Folk art emerged in twentieth-century Nova Scotia not as an accident of history, but in tandem with cultural policy developments that shaped art institutions across the province between 1967 and 1997. For Folk’s Sake charts how woodcarvings and paintings by well-known and obscure self-taught makers - and their connection to handwork, local history, and place - fed the public’s nostalgia for a simpler past.

The folk artists examined here range from the well-known self-taught painter Maud Lewis to the relatively anonymous woodcarvers Charles Atkinson, Ralph Boutilier, Collins Eisenhauer, and Clarence Mooers.
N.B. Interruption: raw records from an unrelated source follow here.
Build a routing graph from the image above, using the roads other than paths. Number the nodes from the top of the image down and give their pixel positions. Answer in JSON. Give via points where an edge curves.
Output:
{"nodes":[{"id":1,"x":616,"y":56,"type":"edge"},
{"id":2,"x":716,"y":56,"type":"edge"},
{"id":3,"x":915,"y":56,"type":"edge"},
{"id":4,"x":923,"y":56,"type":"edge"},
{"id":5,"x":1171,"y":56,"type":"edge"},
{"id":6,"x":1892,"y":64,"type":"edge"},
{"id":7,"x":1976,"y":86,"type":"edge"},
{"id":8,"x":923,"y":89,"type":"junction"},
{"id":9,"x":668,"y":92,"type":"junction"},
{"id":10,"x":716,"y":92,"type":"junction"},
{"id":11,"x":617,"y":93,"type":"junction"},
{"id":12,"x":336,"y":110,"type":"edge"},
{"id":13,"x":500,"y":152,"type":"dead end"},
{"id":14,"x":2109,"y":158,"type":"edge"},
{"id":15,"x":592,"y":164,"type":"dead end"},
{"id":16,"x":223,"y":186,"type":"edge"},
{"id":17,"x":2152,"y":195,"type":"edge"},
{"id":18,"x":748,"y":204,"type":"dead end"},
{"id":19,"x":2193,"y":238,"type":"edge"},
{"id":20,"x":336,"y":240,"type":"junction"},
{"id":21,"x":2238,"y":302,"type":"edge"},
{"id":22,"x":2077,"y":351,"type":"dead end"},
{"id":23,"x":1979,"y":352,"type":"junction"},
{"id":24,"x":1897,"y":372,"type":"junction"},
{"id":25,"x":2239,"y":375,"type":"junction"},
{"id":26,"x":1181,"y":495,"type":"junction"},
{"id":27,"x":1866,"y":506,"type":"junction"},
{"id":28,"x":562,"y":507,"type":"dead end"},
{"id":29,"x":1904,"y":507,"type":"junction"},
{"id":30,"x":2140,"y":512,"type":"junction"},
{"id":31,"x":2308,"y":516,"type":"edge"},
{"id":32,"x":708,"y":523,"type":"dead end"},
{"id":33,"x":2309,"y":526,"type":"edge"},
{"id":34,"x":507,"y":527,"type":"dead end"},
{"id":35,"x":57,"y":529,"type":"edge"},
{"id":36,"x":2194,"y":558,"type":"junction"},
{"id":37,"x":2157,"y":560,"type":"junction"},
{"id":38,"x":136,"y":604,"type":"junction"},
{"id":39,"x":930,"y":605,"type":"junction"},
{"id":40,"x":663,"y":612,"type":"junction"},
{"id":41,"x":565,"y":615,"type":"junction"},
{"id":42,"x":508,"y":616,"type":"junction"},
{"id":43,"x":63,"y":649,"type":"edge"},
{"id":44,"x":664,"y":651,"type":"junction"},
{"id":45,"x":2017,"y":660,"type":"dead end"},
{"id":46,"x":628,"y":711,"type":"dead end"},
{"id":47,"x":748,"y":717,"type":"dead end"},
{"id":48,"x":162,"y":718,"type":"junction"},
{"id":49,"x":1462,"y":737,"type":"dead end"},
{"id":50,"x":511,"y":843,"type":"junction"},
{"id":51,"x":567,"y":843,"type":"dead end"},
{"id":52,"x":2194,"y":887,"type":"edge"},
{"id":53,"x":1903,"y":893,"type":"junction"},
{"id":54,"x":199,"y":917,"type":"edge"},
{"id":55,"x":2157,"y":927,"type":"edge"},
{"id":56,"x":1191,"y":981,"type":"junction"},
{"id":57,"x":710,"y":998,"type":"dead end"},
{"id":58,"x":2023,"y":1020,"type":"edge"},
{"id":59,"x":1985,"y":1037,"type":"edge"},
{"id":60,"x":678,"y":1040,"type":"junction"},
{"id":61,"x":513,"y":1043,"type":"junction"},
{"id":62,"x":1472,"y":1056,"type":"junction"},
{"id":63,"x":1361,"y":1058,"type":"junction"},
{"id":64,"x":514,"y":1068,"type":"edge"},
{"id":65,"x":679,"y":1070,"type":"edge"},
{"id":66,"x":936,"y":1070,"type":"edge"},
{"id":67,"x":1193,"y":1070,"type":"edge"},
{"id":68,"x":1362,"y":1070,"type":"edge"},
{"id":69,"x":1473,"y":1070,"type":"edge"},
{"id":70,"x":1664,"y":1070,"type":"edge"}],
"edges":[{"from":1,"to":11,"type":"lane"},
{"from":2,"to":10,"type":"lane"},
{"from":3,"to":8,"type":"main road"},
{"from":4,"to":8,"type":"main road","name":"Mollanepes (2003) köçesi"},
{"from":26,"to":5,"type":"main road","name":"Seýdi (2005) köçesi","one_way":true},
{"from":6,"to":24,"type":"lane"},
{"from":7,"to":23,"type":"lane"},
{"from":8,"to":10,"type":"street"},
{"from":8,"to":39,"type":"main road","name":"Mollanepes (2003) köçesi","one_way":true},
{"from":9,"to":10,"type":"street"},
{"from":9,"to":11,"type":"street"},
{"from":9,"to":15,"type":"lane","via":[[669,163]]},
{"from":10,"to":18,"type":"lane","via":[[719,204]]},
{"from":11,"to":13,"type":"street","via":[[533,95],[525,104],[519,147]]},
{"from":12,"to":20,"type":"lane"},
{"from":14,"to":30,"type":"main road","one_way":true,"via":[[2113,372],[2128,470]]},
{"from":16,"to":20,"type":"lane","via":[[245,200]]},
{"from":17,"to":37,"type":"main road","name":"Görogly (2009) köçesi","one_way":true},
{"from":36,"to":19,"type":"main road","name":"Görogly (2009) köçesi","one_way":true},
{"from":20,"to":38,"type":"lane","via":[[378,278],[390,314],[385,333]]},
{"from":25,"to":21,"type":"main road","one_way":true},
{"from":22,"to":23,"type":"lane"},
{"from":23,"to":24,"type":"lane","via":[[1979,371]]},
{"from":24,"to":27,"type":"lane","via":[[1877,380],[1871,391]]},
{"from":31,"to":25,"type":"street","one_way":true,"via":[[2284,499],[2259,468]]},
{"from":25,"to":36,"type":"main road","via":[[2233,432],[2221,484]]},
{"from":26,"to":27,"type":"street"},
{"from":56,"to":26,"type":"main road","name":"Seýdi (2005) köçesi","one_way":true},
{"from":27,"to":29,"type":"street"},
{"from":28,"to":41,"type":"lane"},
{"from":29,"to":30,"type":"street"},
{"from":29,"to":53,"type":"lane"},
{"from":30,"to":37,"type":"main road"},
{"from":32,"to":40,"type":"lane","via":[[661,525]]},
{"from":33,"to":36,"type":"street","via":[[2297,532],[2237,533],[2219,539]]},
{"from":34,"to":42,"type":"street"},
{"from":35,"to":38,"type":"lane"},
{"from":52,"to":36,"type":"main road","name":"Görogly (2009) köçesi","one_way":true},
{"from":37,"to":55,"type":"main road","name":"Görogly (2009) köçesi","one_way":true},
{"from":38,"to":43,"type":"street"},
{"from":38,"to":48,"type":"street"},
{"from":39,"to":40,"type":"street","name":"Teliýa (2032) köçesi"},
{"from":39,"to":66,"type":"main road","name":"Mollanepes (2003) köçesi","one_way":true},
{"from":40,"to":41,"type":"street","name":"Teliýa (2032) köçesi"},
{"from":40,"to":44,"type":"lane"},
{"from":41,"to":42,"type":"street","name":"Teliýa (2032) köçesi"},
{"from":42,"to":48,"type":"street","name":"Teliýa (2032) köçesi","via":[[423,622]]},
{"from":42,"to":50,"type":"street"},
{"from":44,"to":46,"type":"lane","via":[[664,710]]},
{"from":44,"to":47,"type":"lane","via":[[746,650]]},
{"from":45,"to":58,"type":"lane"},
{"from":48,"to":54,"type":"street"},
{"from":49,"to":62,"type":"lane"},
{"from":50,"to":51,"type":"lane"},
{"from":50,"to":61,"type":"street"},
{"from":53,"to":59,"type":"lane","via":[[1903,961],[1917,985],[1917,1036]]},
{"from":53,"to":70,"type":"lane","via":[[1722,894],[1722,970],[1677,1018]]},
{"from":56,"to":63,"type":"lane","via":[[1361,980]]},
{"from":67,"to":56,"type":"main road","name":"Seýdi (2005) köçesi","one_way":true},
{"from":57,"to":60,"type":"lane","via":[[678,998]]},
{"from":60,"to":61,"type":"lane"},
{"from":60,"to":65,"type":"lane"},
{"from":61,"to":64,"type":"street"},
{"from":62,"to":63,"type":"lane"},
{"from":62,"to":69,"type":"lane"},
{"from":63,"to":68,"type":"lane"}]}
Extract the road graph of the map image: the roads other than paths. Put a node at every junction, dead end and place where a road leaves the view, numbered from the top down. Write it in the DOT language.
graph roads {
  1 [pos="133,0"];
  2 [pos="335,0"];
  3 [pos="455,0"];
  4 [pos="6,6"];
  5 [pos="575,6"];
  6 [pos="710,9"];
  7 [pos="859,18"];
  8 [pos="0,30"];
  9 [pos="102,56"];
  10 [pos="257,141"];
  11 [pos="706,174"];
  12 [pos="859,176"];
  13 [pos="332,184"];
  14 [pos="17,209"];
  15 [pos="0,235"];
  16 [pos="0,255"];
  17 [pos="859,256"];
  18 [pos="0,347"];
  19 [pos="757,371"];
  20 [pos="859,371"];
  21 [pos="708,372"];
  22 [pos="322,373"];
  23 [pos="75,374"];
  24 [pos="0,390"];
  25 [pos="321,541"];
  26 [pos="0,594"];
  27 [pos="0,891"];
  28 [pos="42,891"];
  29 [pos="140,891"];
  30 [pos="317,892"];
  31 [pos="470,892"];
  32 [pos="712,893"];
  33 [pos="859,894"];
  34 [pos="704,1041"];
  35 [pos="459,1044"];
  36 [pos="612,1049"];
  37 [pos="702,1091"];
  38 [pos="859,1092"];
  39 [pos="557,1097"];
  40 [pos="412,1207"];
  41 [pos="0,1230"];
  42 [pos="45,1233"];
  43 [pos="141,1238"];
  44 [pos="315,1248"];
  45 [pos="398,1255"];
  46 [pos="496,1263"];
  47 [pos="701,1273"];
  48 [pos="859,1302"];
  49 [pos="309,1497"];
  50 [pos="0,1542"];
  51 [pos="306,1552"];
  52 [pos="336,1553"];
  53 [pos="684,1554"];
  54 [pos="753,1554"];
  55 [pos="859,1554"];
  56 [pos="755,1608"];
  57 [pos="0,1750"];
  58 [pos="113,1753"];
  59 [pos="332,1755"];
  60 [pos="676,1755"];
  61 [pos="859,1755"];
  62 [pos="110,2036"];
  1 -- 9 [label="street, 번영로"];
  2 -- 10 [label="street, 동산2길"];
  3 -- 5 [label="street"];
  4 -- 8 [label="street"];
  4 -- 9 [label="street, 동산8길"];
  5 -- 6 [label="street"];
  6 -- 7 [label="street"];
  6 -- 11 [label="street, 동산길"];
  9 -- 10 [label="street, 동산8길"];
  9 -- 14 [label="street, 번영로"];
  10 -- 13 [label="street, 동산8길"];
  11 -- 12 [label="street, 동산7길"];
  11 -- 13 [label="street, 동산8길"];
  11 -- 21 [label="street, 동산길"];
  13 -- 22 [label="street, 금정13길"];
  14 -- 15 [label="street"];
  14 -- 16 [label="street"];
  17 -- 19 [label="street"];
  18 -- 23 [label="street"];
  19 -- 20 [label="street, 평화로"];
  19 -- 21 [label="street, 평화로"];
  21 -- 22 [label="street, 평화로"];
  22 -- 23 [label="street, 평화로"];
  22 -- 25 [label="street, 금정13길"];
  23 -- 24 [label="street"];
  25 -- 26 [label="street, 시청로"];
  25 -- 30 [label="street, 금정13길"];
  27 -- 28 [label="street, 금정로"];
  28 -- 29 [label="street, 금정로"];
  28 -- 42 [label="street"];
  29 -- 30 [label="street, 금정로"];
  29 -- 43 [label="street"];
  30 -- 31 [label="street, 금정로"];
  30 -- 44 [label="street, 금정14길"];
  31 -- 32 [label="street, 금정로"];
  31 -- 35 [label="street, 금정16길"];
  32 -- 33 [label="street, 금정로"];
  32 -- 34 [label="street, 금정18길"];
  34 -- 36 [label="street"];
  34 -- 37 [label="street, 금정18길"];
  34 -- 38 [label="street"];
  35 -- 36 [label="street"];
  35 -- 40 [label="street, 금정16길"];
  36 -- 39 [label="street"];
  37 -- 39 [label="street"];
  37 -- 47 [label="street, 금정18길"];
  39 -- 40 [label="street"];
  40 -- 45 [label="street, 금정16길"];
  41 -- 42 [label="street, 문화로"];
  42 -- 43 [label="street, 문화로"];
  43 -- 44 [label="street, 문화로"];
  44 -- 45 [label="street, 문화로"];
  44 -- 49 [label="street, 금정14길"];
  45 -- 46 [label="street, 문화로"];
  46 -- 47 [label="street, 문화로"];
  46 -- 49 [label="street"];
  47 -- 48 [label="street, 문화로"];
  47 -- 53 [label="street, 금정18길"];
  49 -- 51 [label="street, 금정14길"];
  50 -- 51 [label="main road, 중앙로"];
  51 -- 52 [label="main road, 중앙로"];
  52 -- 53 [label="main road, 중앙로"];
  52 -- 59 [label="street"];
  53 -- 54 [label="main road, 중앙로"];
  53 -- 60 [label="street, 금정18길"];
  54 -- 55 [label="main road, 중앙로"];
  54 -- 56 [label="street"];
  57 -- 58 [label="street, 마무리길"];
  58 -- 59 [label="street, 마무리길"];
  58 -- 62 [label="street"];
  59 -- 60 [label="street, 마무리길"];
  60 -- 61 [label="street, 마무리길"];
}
These artists are connected by the ways in which their work fascinated those active in the contemporary Canadian art world at a time when modernism - and the art market that once sustained it - had reached a crisis. As folk art entered the public collection of the Art Gallery of Nova Scotia and the private collections of professors at the Nova Scotia College of Art and Design, it evolved under the direction of collectors and curators who sought it out according to a particular modernist aesthetic language. Morton engages national and transnational developments that helped to shape ideas about folk art to show how a conceptual category took material form.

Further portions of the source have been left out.